--- DATASET EXTRACT ---

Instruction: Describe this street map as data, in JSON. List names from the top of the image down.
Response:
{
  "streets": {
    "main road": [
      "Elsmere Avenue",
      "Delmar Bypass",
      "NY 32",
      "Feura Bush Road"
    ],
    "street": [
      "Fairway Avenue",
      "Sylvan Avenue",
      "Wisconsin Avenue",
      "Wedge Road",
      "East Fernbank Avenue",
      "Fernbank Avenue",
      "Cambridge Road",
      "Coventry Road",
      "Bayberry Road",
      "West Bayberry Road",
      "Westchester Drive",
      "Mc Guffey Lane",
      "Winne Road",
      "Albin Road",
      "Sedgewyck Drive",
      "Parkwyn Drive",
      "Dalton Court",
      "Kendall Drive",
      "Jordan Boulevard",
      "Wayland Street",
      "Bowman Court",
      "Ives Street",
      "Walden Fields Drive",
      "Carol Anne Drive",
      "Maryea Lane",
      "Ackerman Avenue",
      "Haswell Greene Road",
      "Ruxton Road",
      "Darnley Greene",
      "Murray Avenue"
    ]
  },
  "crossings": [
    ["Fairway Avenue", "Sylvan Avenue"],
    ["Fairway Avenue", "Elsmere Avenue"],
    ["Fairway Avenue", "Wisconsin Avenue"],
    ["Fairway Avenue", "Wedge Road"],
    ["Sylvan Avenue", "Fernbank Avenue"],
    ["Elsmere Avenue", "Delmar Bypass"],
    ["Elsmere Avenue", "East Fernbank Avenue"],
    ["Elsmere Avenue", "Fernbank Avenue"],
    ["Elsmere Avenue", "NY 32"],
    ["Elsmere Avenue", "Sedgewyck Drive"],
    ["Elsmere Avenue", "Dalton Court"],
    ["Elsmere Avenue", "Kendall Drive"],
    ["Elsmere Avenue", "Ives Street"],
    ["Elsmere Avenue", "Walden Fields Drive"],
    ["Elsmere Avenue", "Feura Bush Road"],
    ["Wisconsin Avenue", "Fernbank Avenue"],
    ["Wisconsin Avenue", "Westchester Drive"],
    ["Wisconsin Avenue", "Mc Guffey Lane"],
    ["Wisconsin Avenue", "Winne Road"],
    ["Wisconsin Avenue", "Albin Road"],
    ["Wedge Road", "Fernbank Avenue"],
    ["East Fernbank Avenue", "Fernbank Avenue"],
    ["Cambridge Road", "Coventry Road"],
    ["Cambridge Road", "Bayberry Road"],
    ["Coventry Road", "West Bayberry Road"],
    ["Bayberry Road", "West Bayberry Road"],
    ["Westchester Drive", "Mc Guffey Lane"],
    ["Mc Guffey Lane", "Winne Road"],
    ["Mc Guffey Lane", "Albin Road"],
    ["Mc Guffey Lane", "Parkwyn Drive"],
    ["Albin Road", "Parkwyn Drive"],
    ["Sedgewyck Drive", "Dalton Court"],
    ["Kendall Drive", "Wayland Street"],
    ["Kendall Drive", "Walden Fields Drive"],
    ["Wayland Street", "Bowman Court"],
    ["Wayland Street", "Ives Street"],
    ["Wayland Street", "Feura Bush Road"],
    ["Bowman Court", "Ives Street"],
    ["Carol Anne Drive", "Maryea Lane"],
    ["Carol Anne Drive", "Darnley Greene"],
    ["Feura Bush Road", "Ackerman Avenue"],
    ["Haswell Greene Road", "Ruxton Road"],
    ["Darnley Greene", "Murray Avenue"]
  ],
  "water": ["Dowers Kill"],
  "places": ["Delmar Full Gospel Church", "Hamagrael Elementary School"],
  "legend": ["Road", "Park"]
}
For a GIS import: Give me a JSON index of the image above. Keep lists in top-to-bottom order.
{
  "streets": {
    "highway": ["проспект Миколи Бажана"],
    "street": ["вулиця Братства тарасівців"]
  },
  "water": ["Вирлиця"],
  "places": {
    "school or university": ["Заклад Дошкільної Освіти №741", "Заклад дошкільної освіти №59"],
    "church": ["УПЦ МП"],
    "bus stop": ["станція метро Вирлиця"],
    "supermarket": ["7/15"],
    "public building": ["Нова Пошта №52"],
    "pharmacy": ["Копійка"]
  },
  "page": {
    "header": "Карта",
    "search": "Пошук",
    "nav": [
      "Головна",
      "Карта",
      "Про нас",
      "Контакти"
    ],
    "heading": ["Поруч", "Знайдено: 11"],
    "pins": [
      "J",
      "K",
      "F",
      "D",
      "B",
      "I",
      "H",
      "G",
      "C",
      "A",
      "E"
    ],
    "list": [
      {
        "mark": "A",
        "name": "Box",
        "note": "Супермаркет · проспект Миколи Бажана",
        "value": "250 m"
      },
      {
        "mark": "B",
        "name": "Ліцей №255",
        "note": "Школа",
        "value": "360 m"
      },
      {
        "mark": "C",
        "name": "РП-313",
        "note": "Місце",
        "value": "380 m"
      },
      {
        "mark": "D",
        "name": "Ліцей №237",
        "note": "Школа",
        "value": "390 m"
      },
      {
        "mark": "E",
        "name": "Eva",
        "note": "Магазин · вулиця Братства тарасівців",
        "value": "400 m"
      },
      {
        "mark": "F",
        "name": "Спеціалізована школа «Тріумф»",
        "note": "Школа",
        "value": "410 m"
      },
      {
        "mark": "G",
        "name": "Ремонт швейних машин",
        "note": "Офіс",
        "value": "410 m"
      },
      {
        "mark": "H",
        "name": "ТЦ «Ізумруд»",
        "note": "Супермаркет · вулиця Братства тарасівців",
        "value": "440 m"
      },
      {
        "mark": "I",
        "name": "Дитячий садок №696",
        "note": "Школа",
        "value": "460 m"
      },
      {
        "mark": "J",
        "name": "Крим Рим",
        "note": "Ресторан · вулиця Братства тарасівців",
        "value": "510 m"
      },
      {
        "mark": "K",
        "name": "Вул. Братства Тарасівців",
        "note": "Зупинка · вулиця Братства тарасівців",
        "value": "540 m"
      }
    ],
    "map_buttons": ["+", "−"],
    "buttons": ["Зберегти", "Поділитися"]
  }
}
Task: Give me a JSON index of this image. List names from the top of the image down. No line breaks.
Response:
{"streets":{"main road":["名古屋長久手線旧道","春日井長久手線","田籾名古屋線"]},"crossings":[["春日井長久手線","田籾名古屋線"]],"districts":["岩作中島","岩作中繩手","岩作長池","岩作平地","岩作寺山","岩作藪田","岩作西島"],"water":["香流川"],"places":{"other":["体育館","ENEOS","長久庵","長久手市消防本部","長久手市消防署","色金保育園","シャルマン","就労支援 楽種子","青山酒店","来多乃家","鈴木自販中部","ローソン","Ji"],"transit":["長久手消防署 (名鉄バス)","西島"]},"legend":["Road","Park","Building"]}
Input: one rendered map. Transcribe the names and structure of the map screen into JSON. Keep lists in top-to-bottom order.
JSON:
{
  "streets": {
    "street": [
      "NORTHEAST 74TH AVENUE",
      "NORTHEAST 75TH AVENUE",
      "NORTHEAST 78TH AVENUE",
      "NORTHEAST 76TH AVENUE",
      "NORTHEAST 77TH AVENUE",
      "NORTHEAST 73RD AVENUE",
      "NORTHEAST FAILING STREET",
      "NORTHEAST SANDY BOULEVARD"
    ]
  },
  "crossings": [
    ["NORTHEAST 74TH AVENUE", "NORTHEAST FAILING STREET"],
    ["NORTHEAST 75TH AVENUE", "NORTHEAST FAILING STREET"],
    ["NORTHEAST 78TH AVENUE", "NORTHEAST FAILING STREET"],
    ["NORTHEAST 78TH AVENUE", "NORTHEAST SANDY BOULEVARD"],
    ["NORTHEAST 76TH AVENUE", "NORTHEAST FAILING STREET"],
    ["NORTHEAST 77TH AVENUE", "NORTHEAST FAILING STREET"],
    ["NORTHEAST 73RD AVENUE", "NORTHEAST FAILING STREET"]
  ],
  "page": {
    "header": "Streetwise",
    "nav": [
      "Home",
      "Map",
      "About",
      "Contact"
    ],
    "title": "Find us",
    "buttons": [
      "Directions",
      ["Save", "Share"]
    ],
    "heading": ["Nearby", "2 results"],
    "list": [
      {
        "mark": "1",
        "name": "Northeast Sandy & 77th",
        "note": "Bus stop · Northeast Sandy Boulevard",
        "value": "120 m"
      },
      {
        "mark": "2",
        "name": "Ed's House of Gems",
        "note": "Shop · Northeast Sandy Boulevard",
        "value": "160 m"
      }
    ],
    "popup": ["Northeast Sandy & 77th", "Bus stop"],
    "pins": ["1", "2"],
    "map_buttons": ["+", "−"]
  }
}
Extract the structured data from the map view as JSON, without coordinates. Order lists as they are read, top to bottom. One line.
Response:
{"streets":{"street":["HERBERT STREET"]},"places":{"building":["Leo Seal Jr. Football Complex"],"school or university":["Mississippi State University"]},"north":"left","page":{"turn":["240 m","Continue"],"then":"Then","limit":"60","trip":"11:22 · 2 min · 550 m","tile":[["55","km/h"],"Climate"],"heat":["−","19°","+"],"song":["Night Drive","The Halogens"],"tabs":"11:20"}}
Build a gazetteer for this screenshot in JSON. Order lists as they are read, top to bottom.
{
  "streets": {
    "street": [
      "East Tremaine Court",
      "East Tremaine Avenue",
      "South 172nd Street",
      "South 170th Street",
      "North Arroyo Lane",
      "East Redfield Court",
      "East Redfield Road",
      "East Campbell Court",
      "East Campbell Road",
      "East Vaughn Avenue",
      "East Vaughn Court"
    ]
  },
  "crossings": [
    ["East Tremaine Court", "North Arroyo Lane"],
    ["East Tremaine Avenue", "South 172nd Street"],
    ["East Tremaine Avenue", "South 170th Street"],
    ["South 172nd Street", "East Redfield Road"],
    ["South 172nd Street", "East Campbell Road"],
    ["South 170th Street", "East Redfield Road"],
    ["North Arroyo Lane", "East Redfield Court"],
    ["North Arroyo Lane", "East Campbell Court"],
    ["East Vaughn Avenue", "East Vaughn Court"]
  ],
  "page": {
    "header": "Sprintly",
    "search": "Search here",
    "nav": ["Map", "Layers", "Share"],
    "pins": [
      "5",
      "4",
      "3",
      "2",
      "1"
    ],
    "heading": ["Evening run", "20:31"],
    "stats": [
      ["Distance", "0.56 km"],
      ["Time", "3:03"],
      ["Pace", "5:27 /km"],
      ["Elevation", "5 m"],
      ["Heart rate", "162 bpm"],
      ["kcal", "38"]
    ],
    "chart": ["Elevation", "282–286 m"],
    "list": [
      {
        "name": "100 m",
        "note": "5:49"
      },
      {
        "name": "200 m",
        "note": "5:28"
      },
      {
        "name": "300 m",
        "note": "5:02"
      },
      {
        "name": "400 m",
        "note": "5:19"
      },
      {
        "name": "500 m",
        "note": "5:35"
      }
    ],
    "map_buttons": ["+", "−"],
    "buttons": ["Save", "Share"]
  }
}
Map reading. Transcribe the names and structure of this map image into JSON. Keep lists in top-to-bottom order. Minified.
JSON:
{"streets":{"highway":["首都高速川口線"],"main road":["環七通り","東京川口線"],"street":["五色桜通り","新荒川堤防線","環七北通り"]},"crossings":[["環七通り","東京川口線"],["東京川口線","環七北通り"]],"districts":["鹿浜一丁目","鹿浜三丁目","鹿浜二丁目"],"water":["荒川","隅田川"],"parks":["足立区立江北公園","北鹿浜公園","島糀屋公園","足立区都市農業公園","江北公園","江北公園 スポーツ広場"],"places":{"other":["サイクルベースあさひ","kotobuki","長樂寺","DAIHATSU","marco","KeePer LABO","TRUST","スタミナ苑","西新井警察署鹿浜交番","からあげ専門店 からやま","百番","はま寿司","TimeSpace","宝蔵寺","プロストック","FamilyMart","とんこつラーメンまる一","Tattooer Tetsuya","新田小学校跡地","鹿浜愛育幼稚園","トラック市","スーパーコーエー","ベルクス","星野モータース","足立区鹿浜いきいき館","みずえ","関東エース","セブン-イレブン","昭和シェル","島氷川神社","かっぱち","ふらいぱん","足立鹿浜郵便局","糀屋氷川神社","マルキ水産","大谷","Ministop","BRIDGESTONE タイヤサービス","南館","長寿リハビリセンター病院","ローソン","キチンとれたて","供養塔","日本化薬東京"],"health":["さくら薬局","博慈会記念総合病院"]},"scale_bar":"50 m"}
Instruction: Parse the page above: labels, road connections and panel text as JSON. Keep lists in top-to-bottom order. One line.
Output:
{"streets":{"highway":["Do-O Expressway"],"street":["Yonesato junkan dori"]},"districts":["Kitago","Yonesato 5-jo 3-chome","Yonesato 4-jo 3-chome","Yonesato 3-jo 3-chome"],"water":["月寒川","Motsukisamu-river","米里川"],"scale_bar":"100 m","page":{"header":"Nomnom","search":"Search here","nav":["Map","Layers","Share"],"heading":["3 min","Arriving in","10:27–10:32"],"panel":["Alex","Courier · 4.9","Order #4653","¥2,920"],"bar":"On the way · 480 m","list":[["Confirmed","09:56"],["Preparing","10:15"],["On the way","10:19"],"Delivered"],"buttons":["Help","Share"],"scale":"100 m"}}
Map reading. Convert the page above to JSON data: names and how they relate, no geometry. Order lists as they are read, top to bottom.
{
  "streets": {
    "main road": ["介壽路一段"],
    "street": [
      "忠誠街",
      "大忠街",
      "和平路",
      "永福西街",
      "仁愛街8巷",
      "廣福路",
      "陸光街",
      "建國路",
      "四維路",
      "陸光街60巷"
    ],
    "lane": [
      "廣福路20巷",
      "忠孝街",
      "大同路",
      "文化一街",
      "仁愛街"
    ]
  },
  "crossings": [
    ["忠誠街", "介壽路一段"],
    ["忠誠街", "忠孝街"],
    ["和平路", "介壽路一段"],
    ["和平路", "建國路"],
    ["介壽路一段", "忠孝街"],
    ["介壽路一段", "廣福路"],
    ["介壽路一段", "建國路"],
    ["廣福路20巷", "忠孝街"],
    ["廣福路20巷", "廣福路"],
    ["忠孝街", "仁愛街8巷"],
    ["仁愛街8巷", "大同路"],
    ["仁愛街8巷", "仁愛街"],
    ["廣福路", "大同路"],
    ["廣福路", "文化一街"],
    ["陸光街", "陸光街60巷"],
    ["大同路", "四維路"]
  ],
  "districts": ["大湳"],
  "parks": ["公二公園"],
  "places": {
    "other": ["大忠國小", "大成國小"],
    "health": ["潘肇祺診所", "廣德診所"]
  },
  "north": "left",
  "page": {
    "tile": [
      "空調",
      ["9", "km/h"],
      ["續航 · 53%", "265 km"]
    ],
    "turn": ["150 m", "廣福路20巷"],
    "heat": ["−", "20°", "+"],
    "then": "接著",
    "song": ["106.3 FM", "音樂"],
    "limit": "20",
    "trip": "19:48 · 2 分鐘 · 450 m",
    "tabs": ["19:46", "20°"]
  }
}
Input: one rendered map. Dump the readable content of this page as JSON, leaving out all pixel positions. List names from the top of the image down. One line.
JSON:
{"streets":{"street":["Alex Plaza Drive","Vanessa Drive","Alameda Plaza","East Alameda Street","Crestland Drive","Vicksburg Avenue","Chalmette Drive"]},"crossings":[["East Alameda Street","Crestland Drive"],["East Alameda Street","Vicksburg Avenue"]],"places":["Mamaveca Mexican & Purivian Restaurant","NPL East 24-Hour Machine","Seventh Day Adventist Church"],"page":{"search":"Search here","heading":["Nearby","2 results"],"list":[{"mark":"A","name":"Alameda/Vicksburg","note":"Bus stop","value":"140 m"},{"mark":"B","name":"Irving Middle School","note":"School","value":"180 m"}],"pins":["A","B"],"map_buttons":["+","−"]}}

---

Look through the records above for the string "panel", then copy every line that has it.

Instruction: Parse the page above: labels, road connections and panel text as JSON. Keep lists in top-to-bottom order. One line.
{"streets":{"highway":["Do-O Expressway"],"street":["Yonesato junkan dori"]},"districts":["Kitago","Yonesato 5-jo 3-chome","Yonesato 4-jo 3-chome","Yonesato 3-jo 3-chome"],"water":["月寒川","Motsukisamu-river","米里川"],"scale_bar":"100 m","page":{"header":"Nomnom","search":"Search here","nav":["Map","Layers","Share"],"heading":["3 min","Arriving in","10:27–10:32"],"panel":["Alex","Courier · 4.9","Order #4653","¥2,920"],"bar":"On the way · 480 m","list":[["Confirmed","09:56"],["Preparing","10:15"],["On the way","10:19"],"Delivered"],"buttons":["Help","Share"],"scale":"100 m"}}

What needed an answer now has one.